The total effect of multiple processes acting simultaneously is simply

\[ {\bf M} = {\bf M_{\mathrm{LROT}}} + {\bf M_{\mathrm{DDRX}}} + {\bf M_{\mathrm{CDRX}}} + \cdots \quad\text{(operator)}. \]

Validation

If the CPO is rotated into an approximately rotationally-symmetric frame about the \(z\)-axis, then only \(n_l^0\) components are nonzero. This conveniently allows validating modelled CPO processes by comparing modelled to observed correlations between, e.g., the lowest-order normalized components \(\hat{n}_2^0 = n_2^0/n_0^0\) and \(\hat{n}_4^0 = n_4^0/n_0^0\). The below plot from Lilien et al. (2023) shows the observed correlation structure (markers) compared to the above CPO model(s) for different modes of deformation, suggesting that modelled CPO processes capture observations reasonably well.


Olivine

Polycrystalline olivine
Ensemble of slip elements

For polycrystalline olivine, the distributions \(n(\theta,\phi)\) and \(b(\theta,\phi)\) refer to certain crystallographic axes (\({\bf m}'_i\)) depending on the fabric type; i.e. thermodynamic conditions, water content, and stress magnitude that control which of the crystallographic slip systems is activated.
Given the expansions

\[ n({\bf x},t,\theta,\phi)=\sum_{l=0}^{L}\sum_{m=-l}^{l}n_{l}^{m}({\bf x},t) Y_{l}^{m}(\theta,\phi) \quad\text{(distribution of slip-plane normals)}, \\ b({\bf x},t,\theta,\phi)=\sum_{l=0}^{L}\sum_{m=-l}^{l}b_{l}^{m}({\bf x},t) Y_{l}^{m}(\theta,\phi) \quad\text{(distribution of slip directions)}, \]

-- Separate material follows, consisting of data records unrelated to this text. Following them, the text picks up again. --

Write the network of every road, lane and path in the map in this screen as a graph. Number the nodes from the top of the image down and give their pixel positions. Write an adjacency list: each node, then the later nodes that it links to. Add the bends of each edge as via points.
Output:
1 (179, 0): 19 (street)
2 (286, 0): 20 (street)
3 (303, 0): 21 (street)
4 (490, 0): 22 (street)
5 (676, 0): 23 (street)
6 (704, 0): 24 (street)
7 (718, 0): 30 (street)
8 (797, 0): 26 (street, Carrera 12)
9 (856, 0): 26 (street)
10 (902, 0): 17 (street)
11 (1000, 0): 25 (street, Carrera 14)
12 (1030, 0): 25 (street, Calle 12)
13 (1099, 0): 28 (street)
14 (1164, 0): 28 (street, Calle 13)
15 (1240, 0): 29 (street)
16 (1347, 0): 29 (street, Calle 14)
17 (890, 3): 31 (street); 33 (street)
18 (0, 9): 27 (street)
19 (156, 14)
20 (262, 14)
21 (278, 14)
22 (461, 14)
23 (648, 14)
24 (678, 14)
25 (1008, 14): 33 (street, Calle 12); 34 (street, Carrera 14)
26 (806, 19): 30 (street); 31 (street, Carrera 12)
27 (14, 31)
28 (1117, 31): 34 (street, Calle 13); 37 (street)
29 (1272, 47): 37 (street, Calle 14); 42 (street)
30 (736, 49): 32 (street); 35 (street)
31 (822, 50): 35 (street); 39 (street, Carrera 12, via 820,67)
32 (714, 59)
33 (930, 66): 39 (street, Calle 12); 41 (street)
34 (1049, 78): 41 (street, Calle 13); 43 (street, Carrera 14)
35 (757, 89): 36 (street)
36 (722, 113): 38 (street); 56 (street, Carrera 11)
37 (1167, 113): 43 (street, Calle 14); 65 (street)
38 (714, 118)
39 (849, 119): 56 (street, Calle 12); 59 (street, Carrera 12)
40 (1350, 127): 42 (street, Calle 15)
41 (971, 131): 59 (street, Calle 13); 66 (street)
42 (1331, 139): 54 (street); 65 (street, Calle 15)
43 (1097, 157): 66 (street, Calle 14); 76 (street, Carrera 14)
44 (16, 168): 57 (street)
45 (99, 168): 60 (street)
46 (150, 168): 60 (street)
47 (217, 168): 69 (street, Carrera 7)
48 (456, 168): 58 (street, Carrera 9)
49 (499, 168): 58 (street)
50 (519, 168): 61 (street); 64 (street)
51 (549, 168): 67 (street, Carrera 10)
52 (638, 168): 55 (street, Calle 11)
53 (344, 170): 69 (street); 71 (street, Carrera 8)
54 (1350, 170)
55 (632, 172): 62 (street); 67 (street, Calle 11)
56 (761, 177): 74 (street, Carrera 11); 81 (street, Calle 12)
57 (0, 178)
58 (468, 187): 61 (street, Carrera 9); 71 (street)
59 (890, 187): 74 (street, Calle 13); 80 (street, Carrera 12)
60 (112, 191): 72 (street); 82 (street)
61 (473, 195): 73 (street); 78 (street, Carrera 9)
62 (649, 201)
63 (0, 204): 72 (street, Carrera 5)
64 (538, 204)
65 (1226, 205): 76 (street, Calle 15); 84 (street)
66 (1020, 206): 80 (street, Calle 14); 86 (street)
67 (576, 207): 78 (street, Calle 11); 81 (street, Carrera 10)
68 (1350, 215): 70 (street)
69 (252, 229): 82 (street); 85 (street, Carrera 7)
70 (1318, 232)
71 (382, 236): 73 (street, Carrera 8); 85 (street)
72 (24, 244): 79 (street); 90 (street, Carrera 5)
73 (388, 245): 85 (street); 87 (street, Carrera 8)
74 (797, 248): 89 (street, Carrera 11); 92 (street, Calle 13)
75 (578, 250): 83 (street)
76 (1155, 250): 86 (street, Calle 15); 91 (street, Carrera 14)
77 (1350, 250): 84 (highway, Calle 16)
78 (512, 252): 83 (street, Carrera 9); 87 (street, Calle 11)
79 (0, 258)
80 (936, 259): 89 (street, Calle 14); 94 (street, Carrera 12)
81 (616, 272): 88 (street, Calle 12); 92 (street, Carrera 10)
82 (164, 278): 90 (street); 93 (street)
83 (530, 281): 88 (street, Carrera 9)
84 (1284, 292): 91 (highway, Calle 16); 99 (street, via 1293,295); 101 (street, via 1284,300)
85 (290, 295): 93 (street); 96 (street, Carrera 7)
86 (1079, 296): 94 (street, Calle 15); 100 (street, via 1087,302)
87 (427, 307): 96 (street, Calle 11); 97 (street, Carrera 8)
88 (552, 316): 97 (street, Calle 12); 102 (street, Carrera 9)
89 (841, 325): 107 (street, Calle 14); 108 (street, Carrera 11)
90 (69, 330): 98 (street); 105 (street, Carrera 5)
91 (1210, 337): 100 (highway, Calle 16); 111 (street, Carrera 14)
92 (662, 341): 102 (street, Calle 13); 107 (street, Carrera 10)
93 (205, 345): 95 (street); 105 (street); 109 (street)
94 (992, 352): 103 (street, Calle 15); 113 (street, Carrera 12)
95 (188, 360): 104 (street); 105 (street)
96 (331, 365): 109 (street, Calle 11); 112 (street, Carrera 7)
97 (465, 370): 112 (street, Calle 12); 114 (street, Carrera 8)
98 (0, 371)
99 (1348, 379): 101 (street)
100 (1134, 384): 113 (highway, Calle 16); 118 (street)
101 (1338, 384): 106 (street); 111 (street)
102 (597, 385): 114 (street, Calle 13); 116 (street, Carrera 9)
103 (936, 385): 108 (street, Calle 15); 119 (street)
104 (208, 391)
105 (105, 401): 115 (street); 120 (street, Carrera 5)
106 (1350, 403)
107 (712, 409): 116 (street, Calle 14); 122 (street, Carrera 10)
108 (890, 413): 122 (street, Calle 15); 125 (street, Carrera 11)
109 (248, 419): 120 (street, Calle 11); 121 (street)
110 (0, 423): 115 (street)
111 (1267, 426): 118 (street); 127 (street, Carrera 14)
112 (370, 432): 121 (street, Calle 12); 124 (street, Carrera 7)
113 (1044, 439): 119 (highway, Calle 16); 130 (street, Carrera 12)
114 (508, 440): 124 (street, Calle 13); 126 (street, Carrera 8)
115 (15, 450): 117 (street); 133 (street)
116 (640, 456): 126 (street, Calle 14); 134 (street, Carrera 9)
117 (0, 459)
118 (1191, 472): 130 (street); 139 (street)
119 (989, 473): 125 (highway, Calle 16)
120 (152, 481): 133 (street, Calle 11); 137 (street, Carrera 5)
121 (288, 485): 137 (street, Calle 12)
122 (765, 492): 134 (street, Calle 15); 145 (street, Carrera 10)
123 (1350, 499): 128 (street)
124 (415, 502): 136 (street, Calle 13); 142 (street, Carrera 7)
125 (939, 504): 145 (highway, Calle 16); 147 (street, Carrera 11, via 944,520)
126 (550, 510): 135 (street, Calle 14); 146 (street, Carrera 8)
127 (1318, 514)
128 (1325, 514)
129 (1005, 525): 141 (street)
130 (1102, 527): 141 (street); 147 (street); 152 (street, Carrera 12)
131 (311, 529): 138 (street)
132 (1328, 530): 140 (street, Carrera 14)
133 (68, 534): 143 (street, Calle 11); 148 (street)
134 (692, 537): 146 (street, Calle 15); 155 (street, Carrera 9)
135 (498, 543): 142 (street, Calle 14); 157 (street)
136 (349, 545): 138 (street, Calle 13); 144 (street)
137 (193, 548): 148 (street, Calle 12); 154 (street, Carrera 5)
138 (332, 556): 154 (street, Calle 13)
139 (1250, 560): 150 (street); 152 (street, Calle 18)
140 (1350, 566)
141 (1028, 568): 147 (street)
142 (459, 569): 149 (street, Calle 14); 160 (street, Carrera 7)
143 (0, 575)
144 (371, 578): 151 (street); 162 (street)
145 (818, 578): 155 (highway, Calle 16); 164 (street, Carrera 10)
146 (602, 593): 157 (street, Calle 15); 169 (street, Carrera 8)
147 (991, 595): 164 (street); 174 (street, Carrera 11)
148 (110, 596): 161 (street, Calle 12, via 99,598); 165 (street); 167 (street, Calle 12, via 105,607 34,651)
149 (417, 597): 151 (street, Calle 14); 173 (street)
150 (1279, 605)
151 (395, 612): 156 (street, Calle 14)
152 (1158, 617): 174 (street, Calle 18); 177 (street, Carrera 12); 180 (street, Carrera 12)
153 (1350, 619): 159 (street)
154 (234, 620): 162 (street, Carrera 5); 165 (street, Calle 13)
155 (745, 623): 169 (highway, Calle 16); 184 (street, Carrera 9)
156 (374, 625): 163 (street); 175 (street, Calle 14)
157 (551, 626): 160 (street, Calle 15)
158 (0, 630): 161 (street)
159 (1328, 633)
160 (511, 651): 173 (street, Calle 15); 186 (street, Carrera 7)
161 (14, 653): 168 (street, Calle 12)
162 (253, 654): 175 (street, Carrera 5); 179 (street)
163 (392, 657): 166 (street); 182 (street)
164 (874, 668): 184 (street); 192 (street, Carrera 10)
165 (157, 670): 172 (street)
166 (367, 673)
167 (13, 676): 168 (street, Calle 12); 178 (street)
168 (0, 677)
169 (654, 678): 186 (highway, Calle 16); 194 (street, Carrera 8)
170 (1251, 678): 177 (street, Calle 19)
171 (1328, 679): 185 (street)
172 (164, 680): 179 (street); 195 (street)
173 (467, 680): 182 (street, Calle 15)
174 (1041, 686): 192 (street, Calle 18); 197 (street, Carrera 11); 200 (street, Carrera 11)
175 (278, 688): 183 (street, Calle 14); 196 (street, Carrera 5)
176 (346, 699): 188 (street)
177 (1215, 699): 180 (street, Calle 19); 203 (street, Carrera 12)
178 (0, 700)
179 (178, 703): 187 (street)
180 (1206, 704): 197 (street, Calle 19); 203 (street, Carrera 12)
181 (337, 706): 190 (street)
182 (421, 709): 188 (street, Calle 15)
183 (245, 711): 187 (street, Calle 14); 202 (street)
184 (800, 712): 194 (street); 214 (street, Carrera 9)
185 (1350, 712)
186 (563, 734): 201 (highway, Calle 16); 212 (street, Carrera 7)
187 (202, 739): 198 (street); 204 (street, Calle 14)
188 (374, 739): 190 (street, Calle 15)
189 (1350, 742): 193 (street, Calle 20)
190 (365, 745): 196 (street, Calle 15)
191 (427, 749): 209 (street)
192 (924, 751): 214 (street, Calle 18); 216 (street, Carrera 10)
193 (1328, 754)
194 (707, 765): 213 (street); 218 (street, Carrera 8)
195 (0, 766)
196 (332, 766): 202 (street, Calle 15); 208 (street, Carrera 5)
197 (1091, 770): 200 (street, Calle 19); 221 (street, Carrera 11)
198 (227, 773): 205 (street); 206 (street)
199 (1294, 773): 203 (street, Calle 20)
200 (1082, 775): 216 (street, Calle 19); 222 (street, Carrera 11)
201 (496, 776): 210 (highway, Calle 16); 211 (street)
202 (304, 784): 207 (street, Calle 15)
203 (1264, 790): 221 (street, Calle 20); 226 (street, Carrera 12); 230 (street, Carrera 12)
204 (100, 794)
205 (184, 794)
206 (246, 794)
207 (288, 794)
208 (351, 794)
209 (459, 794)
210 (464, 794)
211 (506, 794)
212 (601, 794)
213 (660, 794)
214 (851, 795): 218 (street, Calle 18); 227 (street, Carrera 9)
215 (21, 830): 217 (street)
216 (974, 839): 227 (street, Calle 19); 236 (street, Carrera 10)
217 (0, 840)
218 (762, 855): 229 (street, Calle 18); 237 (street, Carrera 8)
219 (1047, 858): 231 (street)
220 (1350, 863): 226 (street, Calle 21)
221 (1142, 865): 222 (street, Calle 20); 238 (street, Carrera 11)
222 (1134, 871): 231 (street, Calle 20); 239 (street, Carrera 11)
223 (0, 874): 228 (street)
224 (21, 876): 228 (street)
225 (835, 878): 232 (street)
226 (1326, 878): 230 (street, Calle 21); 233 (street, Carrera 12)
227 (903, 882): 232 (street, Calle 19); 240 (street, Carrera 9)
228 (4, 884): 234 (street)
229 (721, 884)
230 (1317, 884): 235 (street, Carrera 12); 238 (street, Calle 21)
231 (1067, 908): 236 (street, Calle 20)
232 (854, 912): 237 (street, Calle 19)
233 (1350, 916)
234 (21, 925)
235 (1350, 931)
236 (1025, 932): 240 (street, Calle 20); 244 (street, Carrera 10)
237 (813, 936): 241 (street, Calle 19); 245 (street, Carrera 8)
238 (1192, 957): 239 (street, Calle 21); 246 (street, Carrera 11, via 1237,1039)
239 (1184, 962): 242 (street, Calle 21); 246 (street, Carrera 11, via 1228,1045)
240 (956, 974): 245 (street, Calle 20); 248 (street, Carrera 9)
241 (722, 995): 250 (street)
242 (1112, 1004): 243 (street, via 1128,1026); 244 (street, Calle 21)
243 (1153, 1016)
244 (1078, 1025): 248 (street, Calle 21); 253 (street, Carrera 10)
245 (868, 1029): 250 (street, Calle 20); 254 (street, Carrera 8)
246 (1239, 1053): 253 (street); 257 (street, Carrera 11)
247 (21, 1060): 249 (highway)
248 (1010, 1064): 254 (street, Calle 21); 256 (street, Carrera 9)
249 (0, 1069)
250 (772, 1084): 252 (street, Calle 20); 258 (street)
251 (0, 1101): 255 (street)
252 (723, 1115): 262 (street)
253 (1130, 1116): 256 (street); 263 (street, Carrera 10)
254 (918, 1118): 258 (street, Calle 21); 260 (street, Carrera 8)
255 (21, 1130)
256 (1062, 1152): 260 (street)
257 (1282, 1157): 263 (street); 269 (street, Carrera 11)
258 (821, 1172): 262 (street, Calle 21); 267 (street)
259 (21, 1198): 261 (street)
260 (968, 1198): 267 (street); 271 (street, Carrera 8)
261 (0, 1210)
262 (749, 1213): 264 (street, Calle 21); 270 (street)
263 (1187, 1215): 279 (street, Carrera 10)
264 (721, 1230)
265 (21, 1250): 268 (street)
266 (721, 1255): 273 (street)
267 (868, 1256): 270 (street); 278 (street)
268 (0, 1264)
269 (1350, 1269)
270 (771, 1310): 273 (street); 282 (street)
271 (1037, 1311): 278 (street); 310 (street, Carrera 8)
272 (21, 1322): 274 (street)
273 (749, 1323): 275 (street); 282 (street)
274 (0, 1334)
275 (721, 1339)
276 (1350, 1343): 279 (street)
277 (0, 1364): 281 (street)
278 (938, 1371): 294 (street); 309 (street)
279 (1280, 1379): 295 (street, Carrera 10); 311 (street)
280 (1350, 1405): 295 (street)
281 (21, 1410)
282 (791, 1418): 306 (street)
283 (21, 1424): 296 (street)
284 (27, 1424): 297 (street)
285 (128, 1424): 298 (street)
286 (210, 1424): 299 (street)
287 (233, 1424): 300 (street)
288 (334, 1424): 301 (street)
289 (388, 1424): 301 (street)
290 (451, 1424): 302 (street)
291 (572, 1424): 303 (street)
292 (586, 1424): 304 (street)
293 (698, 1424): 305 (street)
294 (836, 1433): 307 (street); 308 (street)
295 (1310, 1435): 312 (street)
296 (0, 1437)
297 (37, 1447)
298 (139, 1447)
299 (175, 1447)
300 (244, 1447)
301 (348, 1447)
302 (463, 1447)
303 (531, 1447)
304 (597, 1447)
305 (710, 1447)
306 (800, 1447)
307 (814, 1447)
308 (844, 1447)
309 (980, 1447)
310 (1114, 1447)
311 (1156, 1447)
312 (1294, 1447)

CPO evolution can be written as two independent matrix problems involving the CPO state vector fields

\[ {\bf s}_n = [n_0^0,n_2^{-2},n_2^{-1},n_2^{0},n_2^{1},n_2^{2},n_4^{-4},\cdots,n_4^{4},\cdots,n_L^{-L},\cdots,n_L^{L}]^{\mathrm{T}} \quad\text{($n$ state vector)}, \\ {\bf s}_b = [b_0^0,b_2^{-2},b_2^{-1},b_2^{0},b_2^{1},b_2^{2},b_4^{-4},\cdots,b_4^{4},\cdots,b_L^{-L},\cdots,b_L^{L}]^{\mathrm{T}} \quad\text{($b$ state vector)}, \]

such that

\[ \frac{\mathrm{D}{\bf s}_n}{\mathrm{D} t} = {\bf M}_n \cdot {\bf s}_n \quad\text{($n$ state evolution)}, \\ \frac{\mathrm{D}{\bf s}_b}{\mathrm{D} t} = {\bf M}_b \cdot {\bf s}_b \quad\text{($b$ state evolution)}, \]

where the operators (matrices) \({\bf M}_n\) and \({\bf M}_b\) represents the net effect of CPO processes, similar to the above example for glacier ice.

Supported crystal processes

So far, only lattice rotation is supported for olivine.

Validation

Validation is provided in Rathmann et al. (2024) similar to that above for glacier ice.